Numbers can also be written in binary or hexadecimal form. Underscores can be optionally used as digit separators to make large numbers more readable.
decimal = 1194684
binary = 0b100_100_011_101_010_111_100
hexadecimal = 0x123_abc
There is also support for native operations. They are written in reverse polish notation and take 2 arguments each.
some_val = (+ (+ 7 4) (* 2 3))
The current operations include +, -, *, /, %, ==, !=, <, >, <=, >=, &, |, ^, ~, <<, >>.
The ~ symbol stands for NOT. It takes two arguments and calculates the 60-bit binary NOT of the first one, but ignores its second one.

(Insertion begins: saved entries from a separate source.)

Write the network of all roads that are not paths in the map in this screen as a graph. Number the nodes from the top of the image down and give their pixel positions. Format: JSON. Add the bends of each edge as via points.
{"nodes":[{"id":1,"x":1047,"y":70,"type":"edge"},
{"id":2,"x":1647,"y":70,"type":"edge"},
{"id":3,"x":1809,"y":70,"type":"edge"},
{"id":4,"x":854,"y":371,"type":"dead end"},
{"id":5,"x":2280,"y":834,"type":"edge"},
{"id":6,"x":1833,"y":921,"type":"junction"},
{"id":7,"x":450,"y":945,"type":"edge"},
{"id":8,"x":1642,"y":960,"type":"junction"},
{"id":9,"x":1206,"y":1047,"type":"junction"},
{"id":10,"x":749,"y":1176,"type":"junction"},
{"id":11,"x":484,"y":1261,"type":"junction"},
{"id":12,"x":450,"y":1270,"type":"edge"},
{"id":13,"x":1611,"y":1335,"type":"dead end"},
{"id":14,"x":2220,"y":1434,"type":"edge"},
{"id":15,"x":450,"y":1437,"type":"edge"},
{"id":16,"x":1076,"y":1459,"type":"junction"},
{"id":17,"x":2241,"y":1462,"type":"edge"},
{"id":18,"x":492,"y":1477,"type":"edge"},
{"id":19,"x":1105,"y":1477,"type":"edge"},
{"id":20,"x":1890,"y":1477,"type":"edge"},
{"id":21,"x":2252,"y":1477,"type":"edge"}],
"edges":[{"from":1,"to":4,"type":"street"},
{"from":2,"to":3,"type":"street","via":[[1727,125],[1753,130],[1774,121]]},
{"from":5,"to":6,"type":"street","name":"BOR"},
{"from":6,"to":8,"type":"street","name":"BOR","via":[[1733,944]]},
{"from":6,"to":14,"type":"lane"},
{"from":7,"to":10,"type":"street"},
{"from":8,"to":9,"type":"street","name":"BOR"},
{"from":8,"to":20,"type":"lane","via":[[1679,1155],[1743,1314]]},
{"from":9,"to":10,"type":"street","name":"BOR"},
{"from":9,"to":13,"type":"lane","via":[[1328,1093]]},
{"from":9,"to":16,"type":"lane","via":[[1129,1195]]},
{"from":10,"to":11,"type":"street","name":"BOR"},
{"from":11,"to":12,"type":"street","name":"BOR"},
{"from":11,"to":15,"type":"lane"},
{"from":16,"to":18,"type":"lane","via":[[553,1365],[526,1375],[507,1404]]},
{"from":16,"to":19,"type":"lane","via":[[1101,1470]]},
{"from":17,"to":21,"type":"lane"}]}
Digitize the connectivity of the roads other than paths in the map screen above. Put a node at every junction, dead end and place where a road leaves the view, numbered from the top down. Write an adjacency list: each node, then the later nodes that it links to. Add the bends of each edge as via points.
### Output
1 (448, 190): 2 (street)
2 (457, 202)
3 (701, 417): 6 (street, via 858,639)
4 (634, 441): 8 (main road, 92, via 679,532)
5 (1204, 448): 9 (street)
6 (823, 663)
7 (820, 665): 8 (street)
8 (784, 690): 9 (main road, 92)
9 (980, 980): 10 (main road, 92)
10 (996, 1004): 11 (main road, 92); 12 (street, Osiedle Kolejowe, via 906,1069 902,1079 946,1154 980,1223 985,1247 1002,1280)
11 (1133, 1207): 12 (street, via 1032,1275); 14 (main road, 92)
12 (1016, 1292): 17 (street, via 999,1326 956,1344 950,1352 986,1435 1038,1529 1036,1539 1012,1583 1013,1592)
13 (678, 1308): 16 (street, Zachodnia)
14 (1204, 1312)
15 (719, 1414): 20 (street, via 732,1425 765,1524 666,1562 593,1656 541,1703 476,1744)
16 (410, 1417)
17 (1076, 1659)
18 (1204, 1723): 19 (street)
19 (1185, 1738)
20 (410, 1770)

However, because of implementation details, the second argument must be a number too.
main = (~ 42 10)
// Outputs the same thing as (~ 42 50)
// And as (~ 42 1729)
// But not the same thing as (~ 42 *) (!)
HVM-lang also includes a switch syntax for pattern-matching native numbers. The 0 case is chosen when n is 0, and the _ case is chosen when n is greater than 0. The previous number, by default, bound to n-1.
Number.to_church = λn λf λx
switch n {
0: x
_: (f (Number.to_church n-1 f x))
}
Using everything we learned, we can write a program that calculates the n-th Fibonacci number using native numbers
fibonacci = λn // n is the argument
switch n {
// If the number is 0, then return 0
0: 0
// If the number is 1, then return 1
1: 1
// Otherwise, return the sum of (fib (n-2 + 1)) and (fib n-2)
// The successor pattern provides a `var`-`successor number` bind
_: (+ (fibonacci (+ n-2 1)) (fibonacci n-2))
}
main = (fibonacci 15)